George Durrand Residence

10417 Saskatchewan Drive , Edmonton

The Durrand Residence is a prominent Edwardian structure that is representative of a substantial type of domestic structure inhabited by the upper middle class.  Built by the owner for his own requirements in 1913, it was constructed with a scale and presence necessary to fit into the genteel atmosphere created by the city’s emerging commercial, cultural and political group.  This house is very solidly built, as would be expected from an endeavour undertaken by a family working in construction and carpentry.

Architectural features include a bell-cast hip roof and brick walls faced with red stretcher bond brick and detailed with sandstone sills and rusticated stone quoins.  The front entry porch, once an important visual element of the structure, has six columns resting on square brick piers.  The bay windows with sandstone headers have not been altered in any significant way.
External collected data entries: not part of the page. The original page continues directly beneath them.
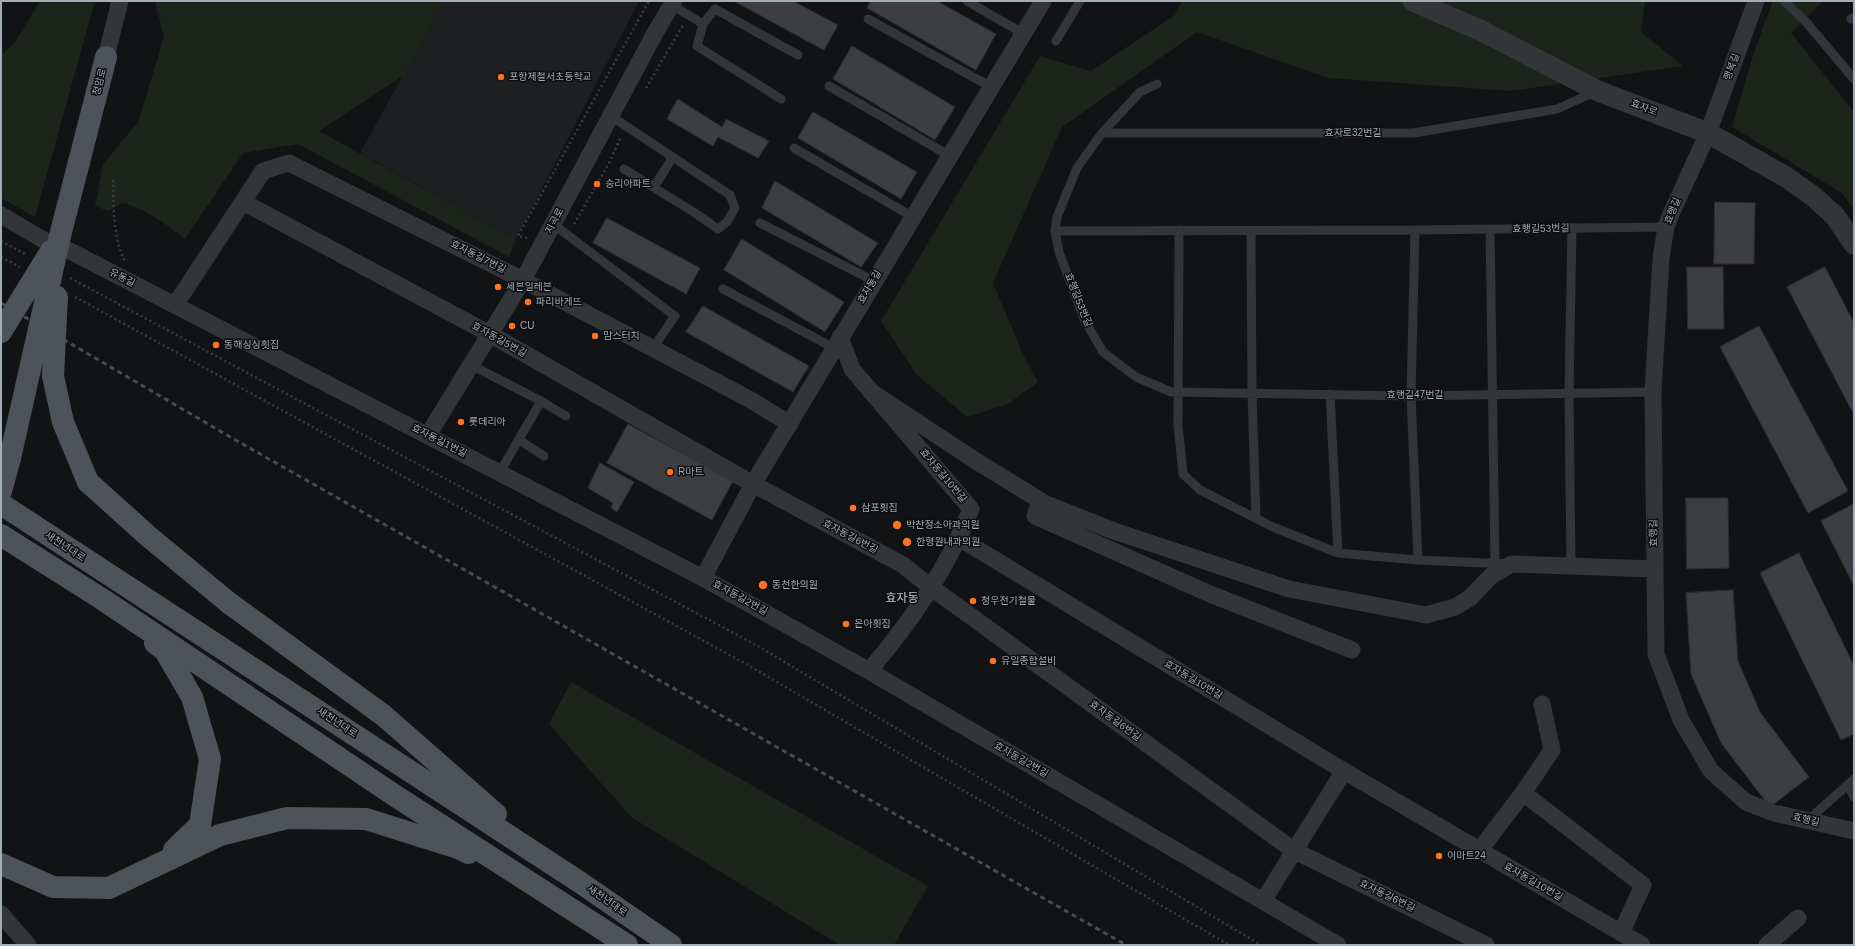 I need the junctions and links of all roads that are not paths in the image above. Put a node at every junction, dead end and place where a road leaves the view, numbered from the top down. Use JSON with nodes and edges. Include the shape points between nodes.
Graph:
{"nodes":[{"id":1,"x":120,"y":1,"type":"edge"},
{"id":2,"x":967,"y":1,"type":"edge"},
{"id":3,"x":1043,"y":1,"type":"edge"},
{"id":4,"x":1080,"y":1,"type":"edge"},
{"id":5,"x":1413,"y":1,"type":"edge"},
{"id":6,"x":1756,"y":1,"type":"edge"},
{"id":7,"x":1784,"y":1,"type":"edge"},
{"id":8,"x":673,"y":3,"type":"edge"},
{"id":9,"x":868,"y":19,"type":"dead end"},
{"id":10,"x":702,"y":24,"type":"junction"},
{"id":11,"x":1024,"y":34,"type":"junction"},
{"id":12,"x":1056,"y":41,"type":"dead end"},
{"id":13,"x":798,"y":55,"type":"dead end"},
{"id":14,"x":106,"y":57,"type":"joint"},
{"id":15,"x":1854,"y":77,"type":"edge"},
{"id":16,"x":1157,"y":84,"type":"dead end"},
{"id":17,"x":829,"y":86,"type":"dead end"},
{"id":18,"x":991,"y":87,"type":"junction"},
{"id":19,"x":1598,"y":91,"type":"junction"},
{"id":20,"x":781,"y":99,"type":"dead end"},
{"id":21,"x":611,"y":116,"type":"junction"},
{"id":22,"x":1708,"y":133,"type":"junction"},
{"id":23,"x":1102,"y":134,"type":"junction"},
{"id":24,"x":794,"y":148,"type":"dead end"},
{"id":25,"x":950,"y":156,"type":"junction"},
{"id":26,"x":674,"y":157,"type":"junction"},
{"id":27,"x":624,"y":170,"type":"dead end"},
{"id":28,"x":654,"y":188,"type":"junction"},
{"id":29,"x":243,"y":202,"type":"junction"},
{"id":30,"x":1,"y":215,"type":"edge"},
{"id":31,"x":913,"y":217,"type":"junction"},
{"id":32,"x":760,"y":223,"type":"dead end"},
{"id":33,"x":553,"y":224,"type":"junction"},
{"id":34,"x":1666,"y":227,"type":"junction"},
{"id":35,"x":1572,"y":228,"type":"junction"},
{"id":36,"x":1490,"y":229,"type":"junction"},
{"id":37,"x":1179,"y":230,"type":"junction"},
{"id":38,"x":1415,"y":230,"type":"junction"},
{"id":39,"x":1055,"y":231,"type":"junction"},
{"id":40,"x":1251,"y":231,"type":"junction"},
{"id":41,"x":59,"y":243,"type":"junction"},
{"id":42,"x":1854,"y":244,"type":"edge"},
{"id":43,"x":523,"y":280,"type":"junction"},
{"id":44,"x":874,"y":281,"type":"junction"},
{"id":45,"x":723,"y":289,"type":"dead end"},
{"id":46,"x":175,"y":305,"type":"junction"},
{"id":47,"x":1,"y":332,"type":"edge"},
{"id":48,"x":490,"y":334,"type":"junction"},
{"id":49,"x":837,"y":343,"type":"junction"},
{"id":50,"x":653,"y":348,"type":"junction"},
{"id":51,"x":471,"y":365,"type":"junction"},
{"id":52,"x":870,"y":391,"type":"junction"},
{"id":53,"x":1178,"y":392,"type":"junction"},
{"id":54,"x":1653,"y":392,"type":"junction"},
{"id":55,"x":1252,"y":393,"type":"junction"},
{"id":56,"x":1569,"y":393,"type":"junction"},
{"id":57,"x":1330,"y":394,"type":"junction"},
{"id":58,"x":1492,"y":394,"type":"junction"},
{"id":59,"x":1412,"y":396,"type":"junction"},
{"id":60,"x":541,"y":401,"type":"junction"},
{"id":61,"x":566,"y":416,"type":"dead end"},
{"id":62,"x":790,"y":424,"type":"junction"},
{"id":63,"x":428,"y":436,"type":"junction"},
{"id":64,"x":519,"y":440,"type":"junction"},
{"id":65,"x":544,"y":456,"type":"dead end"},
{"id":66,"x":500,"y":472,"type":"junction"},
{"id":67,"x":753,"y":484,"type":"junction"},
{"id":68,"x":1,"y":491,"type":"edge"},
{"id":69,"x":1040,"y":500,"type":"junction"},
{"id":70,"x":1,"y":504,"type":"edge"},
{"id":71,"x":1256,"y":518,"type":"junction"},
{"id":72,"x":1,"y":535,"type":"edge"},
{"id":73,"x":959,"y":538,"type":"junction"},
{"id":74,"x":1338,"y":553,"type":"junction"},
{"id":75,"x":1418,"y":560,"type":"junction"},
{"id":76,"x":1495,"y":564,"type":"junction"},
{"id":77,"x":1512,"y":564,"type":"junction"},
{"id":78,"x":1572,"y":566,"type":"junction"},
{"id":79,"x":1655,"y":569,"type":"junction"},
{"id":80,"x":703,"y":578,"type":"junction"},
{"id":81,"x":932,"y":588,"type":"junction"},
{"id":82,"x":102,"y":599,"type":"junction"},
{"id":83,"x":1352,"y":650,"type":"dead end"},
{"id":84,"x":869,"y":671,"type":"junction"},
{"id":85,"x":1542,"y":704,"type":"dead end"},
{"id":86,"x":1344,"y":771,"type":"junction"},
{"id":87,"x":1851,"y":782,"type":"edge"},
{"id":88,"x":1523,"y":793,"type":"junction"},
{"id":89,"x":1854,"y":796,"type":"edge"},
{"id":90,"x":1808,"y":820,"type":"junction"},
{"id":91,"x":1854,"y":831,"type":"edge"},
{"id":92,"x":1293,"y":850,"type":"junction"},
{"id":93,"x":1479,"y":851,"type":"junction"},
{"id":94,"x":162,"y":862,"type":"junction"},
{"id":95,"x":1,"y":864,"type":"edge"},
{"id":96,"x":557,"y":867,"type":"junction"},
{"id":97,"x":556,"y":898,"type":"junction"},
{"id":98,"x":1262,"y":900,"type":"junction"},
{"id":99,"x":1,"y":914,"type":"edge"},
{"id":100,"x":1798,"y":918,"type":"dead end"},
{"id":101,"x":1621,"y":933,"type":"junction"},
{"id":102,"x":28,"y":945,"type":"edge"},
{"id":103,"x":627,"y":945,"type":"edge"},
{"id":104,"x":671,"y":945,"type":"edge"},
{"id":105,"x":1338,"y":945,"type":"edge"},
{"id":106,"x":1486,"y":945,"type":"edge"},
{"id":107,"x":1642,"y":945,"type":"edge"},
{"id":108,"x":1767,"y":945,"type":"edge"}],
"edges":[{"from":1,"to":14,"type":"street","name":"청암로"},
{"from":2,"to":11,"type":"lane"},
{"from":3,"to":11,"type":"street","name":"효자동길"},
{"from":4,"to":12,"type":"lane"},
{"from":5,"to":19,"type":"street","name":"효자로","via":[[1480,30]]},
{"from":6,"to":22,"type":"street","name":"행복길"},
{"from":7,"to":15,"type":"lane"},
{"from":8,"to":10,"type":"lane"},
{"from":8,"to":21,"type":"street","name":"지곡로"},
{"from":9,"to":18,"type":"lane"},
{"from":10,"to":13,"type":"lane","via":[[715,9]]},
{"from":10,"to":20,"type":"lane","via":[[697,46]]},
{"from":11,"to":18,"type":"street","name":"효자동길"},
{"from":14,"to":41,"type":"main road","name":"청암로","bridge":true},
{"from":16,"to":23,"type":"lane","via":[[1140,92]]},
{"from":17,"to":25,"type":"lane"},
{"from":18,"to":25,"type":"street","name":"효자동길"},
{"from":19,"to":22,"type":"street","name":"효자로"},
{"from":19,"to":23,"type":"lane","name":"효자로32번길","via":[[1558,109],[1413,133]]},
{"from":21,"to":26,"type":"lane"},
{"from":21,"to":33,"type":"street","name":"지곡로"},
{"from":22,"to":34,"type":"street","name":"효행길"},
{"from":22,"to":42,"type":"street","name":"효자로","via":[[1813,196],[1834,216]]},
{"from":23,"to":39,"type":"lane","via":[[1077,168],[1057,217]]},
{"from":24,"to":31,"type":"lane"},
{"from":25,"to":31,"type":"street","name":"효자동길"},
{"from":26,"to":28,"type":"lane"},
{"from":26,"to":28,"type":"lane","via":[[730,195],[734,208],[727,222],[718,229]]},
{"from":27,"to":28,"type":"lane"},
{"from":29,"to":43,"type":"street","name":"효자동길7번길","via":[[264,171],[289,163]]},
{"from":29,"to":46,"type":"street"},
{"from":29,"to":48,"type":"street","name":"효자동길5번길"},
{"from":30,"to":41,"type":"street","name":"유동길"},
{"from":31,"to":44,"type":"street","name":"효자동길"},
{"from":32,"to":44,"type":"lane"},
{"from":33,"to":43,"type":"street","name":"지곡로"},
{"from":33,"to":50,"type":"lane","via":[[675,316]]},
{"from":34,"to":35,"type":"lane","name":"효행길53번길"},
{"from":34,"to":54,"type":"street","name":"효행길","via":[[1661,258]]},
{"from":35,"to":36,"type":"lane","name":"효행길53번길"},
{"from":35,"to":56,"type":"lane"},
{"from":36,"to":38,"type":"lane","name":"효행길53번길"},
{"from":36,"to":58,"type":"lane"},
{"from":37,"to":39,"type":"lane","name":"효행길53번길"},
{"from":37,"to":40,"type":"lane","name":"효행길53번길"},
{"from":37,"to":53,"type":"lane"},
{"from":38,"to":40,"type":"lane","name":"효행길53번길"},
{"from":38,"to":59,"type":"lane"},
{"from":39,"to":53,"type":"lane","name":"효행길53번길","via":[[1084,320],[1103,352],[1136,377],[1171,392]]},
{"from":40,"to":55,"type":"lane"},
{"from":41,"to":46,"type":"street","name":"유동길"},
{"from":41,"to":47,"type":"main road","bridge":true},
{"from":41,"to":68,"type":"main road","bridge":true},
{"from":41,"to":96,"type":"main road","bridge":true,"via":[[53,376],[63,422],[88,482],[229,603],[383,715]]},
{"from":43,"to":48,"type":"street","name":"지곡로"},
{"from":43,"to":50,"type":"street","name":"효자동길7번길"},
{"from":44,"to":49,"type":"street","name":"효자동길"},
{"from":45,"to":49,"type":"lane"},
{"from":46,"to":63,"type":"street","name":"효자동길1번길"},
{"from":48,"to":51,"type":"street","name":"지곡로"},
{"from":48,"to":67,"type":"street","name":"효자동길5번길"},
{"from":49,"to":52,"type":"street","name":"효자동길10번길","via":[[852,369]]},
{"from":49,"to":62,"type":"street","name":"효자동길"},
{"from":50,"to":62,"type":"street","name":"효자동길7번길"},
{"from":51,"to":60,"type":"lane"},
{"from":51,"to":63,"type":"street","name":"지곡로"},
{"from":52,"to":69,"type":"street"},
{"from":52,"to":73,"type":"street","name":"효자동길10번길","via":[[971,509]]},
{"from":53,"to":55,"type":"lane","name":"효행길47번길"},
{"from":53,"to":71,"type":"lane","via":[[1178,426],[1183,474],[1200,490]]},
{"from":54,"to":56,"type":"lane","name":"효행길47번길"},
{"from":54,"to":79,"type":"street","name":"효행길"},
{"from":55,"to":57,"type":"lane","name":"효행길47번길"},
{"from":55,"to":71,"type":"lane"},
{"from":56,"to":58,"type":"lane","name":"효행길47번길"},
{"from":56,"to":78,"type":"lane"},
{"from":57,"to":59,"type":"lane","name":"효행길47번길"},
{"from":57,"to":74,"type":"lane"},
{"from":58,"to":59,"type":"lane","name":"효행길47번길"},
{"from":58,"to":76,"type":"lane"},
{"from":59,"to":75,"type":"lane"},
{"from":60,"to":61,"type":"lane"},
{"from":60,"to":64,"type":"lane"},
{"from":62,"to":67,"type":"street","name":"효자동길"},
{"from":63,"to":66,"type":"street","name":"효자동길1번길"},
{"from":64,"to":65,"type":"lane"},
{"from":64,"to":66,"type":"lane"},
{"from":66,"to":80,"type":"street","name":"효자동길1번길"},
{"from":67,"to":80,"type":"street","name":"효자동길"},
{"from":67,"to":81,"type":"street","name":"효자동길6번길","via":[[903,565]]},
{"from":69,"to":77,"type":"street","via":[[1114,531],[1289,589],[1426,615],[1455,607],[1470,598],[1492,575]]},
{"from":69,"to":83,"type":"street","via":[[1035,516],[1210,594]]},
{"from":70,"to":96,"type":"main road","name":"새천년대로"},
{"from":71,"to":74,"type":"lane"},
{"from":72,"to":82,"type":"main road"},
{"from":73,"to":81,"type":"street"},
{"from":73,"to":86,"type":"street","name":"효자동길10번길"},
{"from":74,"to":75,"type":"lane"},
{"from":75,"to":76,"type":"lane"},
{"from":76,"to":77,"type":"lane"},
{"from":77,"to":78,"type":"street"},
{"from":78,"to":79,"type":"street"},
{"from":79,"to":90,"type":"street","name":"효행길","via":[[1656,654],[1681,720],[1711,771],[1746,802],[1774,813]]},
{"from":80,"to":84,"type":"street","name":"효자동길2번길"},
{"from":81,"to":84,"type":"street","via":[[898,638]]},
{"from":81,"to":92,"type":"street","name":"효자동길6번길"},
{"from":82,"to":94,"type":"main road","via":[[165,651],[192,697],[210,759],[200,825]]},
{"from":82,"to":97,"type":"main road","via":[[397,798]]},
{"from":84,"to":98,"type":"street","name":"효자동길2번길"},
{"from":85,"to":88,"type":"street","via":[[1552,750]]},
{"from":86,"to":92,"type":"street"},
{"from":86,"to":93,"type":"street","name":"효자동길10번길"},
{"from":87,"to":89,"type":"lane"},
{"from":87,"to":90,"type":"lane"},
{"from":88,"to":93,"type":"street"},
{"from":88,"to":101,"type":"street","via":[[1643,885]]},
{"from":90,"to":91,"type":"street","name":"효행길"},
{"from":92,"to":98,"type":"street"},
{"from":92,"to":106,"type":"street","name":"효자동길6번길"},
{"from":93,"to":101,"type":"street","name":"효자동길10번길"},
{"from":94,"to":95,"type":"main road","via":[[109,888],[53,887]]},
{"from":94,"to":97,"type":"main road","via":[[220,835],[287,818],[366,819],[458,848]]},
{"from":96,"to":104,"type":"main road","name":"새천년대로"},
{"from":97,"to":103,"type":"main road"},
{"from":98,"to":105,"type":"street","name":"효자동길2번길"},
{"from":99,"to":102,"type":"street"},
{"from":100,"to":108,"type":"street"},
{"from":101,"to":107,"type":"street","name":"효자동길10번길"}]}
The Durrand Residence is valued for its association with the Durrand family, who were representative of the type of entrepreneurial and professional families that began to populate the city of Strathcona early in the twentieth century.  The house was later home to Harold Gould Macdonald, a noted Edmontonian and founder of the H.G. Macdonald Company of contractors that has grown into the well-recognized firm of Christensen and Macdonald, still active to this day.  He lived in the house until 1923.

-- Edmonton Historical Board

Designation & Awards

Edmonton Historical Board Plaque Award

Municipal Historic Resource (May 28, 2002)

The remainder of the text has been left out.